**Task details**
Among the records below, find the lines with the word "Arquiteto" and copy them.

**Study material**
Content starts

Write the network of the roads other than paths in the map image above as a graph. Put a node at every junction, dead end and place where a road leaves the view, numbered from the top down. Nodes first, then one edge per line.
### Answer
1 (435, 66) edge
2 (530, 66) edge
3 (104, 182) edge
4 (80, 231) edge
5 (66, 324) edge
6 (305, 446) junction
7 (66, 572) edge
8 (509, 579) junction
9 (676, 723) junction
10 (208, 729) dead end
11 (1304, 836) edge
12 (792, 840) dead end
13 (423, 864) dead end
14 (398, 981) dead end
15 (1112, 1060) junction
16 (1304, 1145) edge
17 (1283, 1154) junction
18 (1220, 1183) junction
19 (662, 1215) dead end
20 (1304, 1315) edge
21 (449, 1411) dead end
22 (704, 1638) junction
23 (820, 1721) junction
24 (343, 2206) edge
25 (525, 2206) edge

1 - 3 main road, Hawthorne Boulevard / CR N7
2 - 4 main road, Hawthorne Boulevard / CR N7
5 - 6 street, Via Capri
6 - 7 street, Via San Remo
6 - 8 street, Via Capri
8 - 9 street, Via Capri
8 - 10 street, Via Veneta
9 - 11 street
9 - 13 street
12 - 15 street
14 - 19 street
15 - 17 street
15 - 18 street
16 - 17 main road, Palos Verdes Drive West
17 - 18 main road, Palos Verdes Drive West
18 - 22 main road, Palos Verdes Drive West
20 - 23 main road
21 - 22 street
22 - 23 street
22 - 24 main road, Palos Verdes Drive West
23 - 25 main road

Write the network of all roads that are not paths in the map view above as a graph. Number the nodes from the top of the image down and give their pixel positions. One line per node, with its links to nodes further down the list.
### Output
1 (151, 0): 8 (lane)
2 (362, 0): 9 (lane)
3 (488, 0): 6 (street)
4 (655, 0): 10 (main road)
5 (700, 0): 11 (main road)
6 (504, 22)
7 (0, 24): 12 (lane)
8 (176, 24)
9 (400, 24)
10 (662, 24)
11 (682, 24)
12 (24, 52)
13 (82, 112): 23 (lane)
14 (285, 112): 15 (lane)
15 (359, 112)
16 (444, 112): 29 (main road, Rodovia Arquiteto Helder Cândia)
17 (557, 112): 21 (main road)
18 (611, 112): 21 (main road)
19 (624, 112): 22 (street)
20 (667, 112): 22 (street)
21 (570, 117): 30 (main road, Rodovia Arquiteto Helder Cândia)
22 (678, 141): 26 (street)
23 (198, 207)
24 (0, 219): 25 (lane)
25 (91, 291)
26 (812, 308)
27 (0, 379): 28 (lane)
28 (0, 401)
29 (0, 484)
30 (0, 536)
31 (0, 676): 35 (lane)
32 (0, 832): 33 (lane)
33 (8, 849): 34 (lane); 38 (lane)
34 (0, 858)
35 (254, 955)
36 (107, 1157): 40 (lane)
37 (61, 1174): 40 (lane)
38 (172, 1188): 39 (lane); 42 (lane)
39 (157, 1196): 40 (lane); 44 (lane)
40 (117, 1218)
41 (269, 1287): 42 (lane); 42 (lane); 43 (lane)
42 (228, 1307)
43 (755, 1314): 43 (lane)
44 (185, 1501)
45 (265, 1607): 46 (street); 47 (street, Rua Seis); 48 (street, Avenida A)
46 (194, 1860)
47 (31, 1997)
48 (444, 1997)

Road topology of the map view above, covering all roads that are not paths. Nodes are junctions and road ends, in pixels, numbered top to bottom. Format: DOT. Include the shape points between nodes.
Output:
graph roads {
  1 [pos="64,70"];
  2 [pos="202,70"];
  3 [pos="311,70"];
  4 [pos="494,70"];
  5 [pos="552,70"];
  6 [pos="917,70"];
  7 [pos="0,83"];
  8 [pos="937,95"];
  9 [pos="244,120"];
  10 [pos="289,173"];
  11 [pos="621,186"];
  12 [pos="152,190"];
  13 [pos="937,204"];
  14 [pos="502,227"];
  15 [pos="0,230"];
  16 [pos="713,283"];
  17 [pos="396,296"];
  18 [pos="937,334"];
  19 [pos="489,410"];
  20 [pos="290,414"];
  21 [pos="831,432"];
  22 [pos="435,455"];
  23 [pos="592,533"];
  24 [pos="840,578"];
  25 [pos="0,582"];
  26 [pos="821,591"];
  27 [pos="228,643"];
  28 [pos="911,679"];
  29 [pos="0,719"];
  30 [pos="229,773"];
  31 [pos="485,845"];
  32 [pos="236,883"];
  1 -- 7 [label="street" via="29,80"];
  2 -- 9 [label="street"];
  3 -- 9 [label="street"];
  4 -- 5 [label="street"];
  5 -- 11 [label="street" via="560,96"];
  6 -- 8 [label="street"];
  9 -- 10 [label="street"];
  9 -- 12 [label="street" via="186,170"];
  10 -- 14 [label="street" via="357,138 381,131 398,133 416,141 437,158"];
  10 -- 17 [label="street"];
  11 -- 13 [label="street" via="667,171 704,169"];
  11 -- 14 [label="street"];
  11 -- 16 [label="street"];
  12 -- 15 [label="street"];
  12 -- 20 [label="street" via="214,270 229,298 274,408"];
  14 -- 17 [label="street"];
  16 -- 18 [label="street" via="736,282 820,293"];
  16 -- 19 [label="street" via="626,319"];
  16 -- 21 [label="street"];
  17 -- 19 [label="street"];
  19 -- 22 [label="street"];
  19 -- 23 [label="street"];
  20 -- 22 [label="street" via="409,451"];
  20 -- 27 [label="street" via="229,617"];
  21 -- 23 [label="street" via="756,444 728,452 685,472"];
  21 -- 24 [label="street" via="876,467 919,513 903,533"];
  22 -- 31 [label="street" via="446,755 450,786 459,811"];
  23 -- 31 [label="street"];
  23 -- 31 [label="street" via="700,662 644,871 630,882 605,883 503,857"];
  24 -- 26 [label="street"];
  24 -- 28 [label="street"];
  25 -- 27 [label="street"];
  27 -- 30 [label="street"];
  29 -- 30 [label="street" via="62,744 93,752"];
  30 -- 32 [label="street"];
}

Content ends

**Written solution**
16 (444, 112): 29 (main road, Rodovia Arquiteto Helder Cândia)
21 (570, 117): 30 (main road, Rodovia Arquiteto Helder Cândia)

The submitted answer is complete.